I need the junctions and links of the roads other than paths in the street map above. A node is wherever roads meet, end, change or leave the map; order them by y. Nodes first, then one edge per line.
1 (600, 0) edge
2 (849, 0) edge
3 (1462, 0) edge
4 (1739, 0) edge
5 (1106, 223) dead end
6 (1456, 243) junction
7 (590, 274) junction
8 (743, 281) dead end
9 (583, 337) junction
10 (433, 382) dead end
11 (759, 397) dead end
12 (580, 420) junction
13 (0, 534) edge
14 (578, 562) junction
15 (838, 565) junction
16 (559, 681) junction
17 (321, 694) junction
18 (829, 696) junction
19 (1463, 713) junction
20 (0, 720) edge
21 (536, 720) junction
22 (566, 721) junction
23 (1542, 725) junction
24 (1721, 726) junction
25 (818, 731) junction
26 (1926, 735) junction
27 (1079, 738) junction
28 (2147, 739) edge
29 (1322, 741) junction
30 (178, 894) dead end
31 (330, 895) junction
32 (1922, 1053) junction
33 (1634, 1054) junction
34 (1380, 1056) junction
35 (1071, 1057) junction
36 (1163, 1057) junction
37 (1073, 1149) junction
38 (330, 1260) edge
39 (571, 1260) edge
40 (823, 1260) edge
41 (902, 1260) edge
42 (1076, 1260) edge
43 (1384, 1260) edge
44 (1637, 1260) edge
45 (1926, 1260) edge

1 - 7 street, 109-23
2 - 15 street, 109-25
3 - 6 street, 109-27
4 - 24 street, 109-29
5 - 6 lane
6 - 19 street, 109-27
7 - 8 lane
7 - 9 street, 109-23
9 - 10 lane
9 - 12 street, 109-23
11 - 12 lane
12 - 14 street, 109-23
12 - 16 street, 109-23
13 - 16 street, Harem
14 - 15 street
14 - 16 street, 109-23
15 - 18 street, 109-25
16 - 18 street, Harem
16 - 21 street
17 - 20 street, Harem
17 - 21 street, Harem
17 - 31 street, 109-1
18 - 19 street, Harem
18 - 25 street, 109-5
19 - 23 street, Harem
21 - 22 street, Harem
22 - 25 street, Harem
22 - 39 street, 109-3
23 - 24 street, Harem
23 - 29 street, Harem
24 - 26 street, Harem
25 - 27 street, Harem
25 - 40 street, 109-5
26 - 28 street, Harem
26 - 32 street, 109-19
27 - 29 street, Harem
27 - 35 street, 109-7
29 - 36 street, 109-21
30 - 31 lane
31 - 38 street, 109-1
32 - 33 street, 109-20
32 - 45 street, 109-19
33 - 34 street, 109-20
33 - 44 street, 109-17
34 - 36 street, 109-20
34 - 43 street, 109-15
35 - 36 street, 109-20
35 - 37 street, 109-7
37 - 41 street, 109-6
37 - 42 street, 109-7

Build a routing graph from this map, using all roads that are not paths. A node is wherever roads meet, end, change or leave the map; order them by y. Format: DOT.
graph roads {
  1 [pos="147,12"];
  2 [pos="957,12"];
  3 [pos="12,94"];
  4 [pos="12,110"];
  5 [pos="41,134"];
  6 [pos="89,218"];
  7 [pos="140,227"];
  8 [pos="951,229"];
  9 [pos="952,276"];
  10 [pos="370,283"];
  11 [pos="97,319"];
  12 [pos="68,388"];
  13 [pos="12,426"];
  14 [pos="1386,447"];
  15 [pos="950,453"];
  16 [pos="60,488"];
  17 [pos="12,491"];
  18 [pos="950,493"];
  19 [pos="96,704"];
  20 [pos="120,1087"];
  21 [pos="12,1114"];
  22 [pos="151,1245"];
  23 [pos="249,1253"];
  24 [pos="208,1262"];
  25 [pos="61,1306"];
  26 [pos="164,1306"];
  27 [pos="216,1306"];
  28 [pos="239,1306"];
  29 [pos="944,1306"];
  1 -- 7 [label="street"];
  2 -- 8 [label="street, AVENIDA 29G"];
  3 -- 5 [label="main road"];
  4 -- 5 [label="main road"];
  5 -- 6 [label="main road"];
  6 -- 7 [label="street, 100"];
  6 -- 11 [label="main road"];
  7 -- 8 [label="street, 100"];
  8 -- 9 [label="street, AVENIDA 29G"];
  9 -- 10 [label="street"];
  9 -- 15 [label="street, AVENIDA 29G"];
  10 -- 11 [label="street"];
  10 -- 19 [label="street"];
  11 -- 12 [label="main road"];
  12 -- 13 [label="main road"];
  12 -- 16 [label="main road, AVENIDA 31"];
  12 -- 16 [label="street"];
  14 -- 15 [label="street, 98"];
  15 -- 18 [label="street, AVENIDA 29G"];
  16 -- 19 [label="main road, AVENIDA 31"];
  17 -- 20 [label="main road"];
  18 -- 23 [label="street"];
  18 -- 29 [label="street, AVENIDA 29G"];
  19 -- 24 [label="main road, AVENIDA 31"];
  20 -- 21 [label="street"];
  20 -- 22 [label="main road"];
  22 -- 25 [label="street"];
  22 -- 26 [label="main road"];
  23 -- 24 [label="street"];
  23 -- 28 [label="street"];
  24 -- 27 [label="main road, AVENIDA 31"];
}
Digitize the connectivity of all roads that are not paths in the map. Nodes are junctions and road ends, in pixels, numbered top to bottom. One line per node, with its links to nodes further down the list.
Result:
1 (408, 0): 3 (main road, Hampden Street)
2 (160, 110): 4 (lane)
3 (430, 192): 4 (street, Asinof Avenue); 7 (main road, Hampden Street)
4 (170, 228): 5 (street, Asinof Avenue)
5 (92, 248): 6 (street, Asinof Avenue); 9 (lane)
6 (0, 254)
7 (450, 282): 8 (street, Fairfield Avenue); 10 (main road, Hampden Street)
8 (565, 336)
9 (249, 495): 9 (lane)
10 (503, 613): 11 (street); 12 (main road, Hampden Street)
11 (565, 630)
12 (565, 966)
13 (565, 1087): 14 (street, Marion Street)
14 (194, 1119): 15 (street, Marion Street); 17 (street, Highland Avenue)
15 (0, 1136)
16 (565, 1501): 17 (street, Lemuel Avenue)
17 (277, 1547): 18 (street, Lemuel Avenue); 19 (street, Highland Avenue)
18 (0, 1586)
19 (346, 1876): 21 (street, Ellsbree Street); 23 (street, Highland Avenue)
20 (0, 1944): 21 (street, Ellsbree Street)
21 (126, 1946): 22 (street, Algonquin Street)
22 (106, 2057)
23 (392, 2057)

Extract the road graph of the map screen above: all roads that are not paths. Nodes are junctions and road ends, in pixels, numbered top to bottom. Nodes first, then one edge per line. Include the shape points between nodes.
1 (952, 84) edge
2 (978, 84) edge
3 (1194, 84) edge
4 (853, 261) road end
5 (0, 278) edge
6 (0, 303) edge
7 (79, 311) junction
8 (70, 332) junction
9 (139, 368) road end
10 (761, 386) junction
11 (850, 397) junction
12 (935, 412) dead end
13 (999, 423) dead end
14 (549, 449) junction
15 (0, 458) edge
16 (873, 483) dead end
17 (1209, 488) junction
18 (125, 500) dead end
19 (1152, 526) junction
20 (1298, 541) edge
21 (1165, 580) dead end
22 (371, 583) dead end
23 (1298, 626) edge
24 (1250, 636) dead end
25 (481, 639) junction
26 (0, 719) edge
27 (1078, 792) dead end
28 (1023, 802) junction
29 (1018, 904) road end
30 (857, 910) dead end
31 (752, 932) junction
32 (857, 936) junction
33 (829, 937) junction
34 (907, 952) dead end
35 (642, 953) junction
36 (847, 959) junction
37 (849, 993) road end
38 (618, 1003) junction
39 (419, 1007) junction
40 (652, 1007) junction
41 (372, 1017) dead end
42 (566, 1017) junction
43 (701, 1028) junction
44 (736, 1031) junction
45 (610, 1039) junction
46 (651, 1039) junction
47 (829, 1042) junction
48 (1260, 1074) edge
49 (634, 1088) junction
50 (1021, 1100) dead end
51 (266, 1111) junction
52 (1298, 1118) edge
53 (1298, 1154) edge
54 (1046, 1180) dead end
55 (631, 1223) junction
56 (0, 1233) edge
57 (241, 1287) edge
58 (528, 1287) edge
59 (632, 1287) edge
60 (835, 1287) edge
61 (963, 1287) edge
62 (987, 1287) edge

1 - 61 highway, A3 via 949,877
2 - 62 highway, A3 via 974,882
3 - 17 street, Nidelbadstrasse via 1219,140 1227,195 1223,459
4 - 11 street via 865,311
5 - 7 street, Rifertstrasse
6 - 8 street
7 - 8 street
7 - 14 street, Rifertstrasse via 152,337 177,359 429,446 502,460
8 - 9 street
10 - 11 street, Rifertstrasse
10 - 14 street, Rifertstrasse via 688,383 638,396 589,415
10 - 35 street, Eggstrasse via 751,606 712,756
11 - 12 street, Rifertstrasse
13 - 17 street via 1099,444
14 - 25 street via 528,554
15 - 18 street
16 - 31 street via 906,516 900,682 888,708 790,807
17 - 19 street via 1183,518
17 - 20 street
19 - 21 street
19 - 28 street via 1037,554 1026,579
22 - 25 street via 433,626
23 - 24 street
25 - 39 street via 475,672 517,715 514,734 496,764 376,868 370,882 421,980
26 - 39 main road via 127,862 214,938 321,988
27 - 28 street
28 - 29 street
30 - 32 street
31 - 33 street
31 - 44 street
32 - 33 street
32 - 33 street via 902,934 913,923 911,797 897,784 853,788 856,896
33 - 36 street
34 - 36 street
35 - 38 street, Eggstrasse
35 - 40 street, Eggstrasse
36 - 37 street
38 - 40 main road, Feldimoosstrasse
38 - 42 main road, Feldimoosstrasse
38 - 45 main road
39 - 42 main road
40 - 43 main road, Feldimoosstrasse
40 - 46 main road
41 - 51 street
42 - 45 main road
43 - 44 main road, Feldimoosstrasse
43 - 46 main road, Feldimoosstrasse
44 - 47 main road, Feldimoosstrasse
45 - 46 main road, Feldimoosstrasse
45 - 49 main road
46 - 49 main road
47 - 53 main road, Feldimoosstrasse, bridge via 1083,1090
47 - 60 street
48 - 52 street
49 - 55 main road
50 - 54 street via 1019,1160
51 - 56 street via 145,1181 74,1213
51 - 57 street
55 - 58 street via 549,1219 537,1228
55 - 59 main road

* [Work to be completed] Please say how many lines in the records above contain the word "ends", giving the number alone.

* [Written answer] 2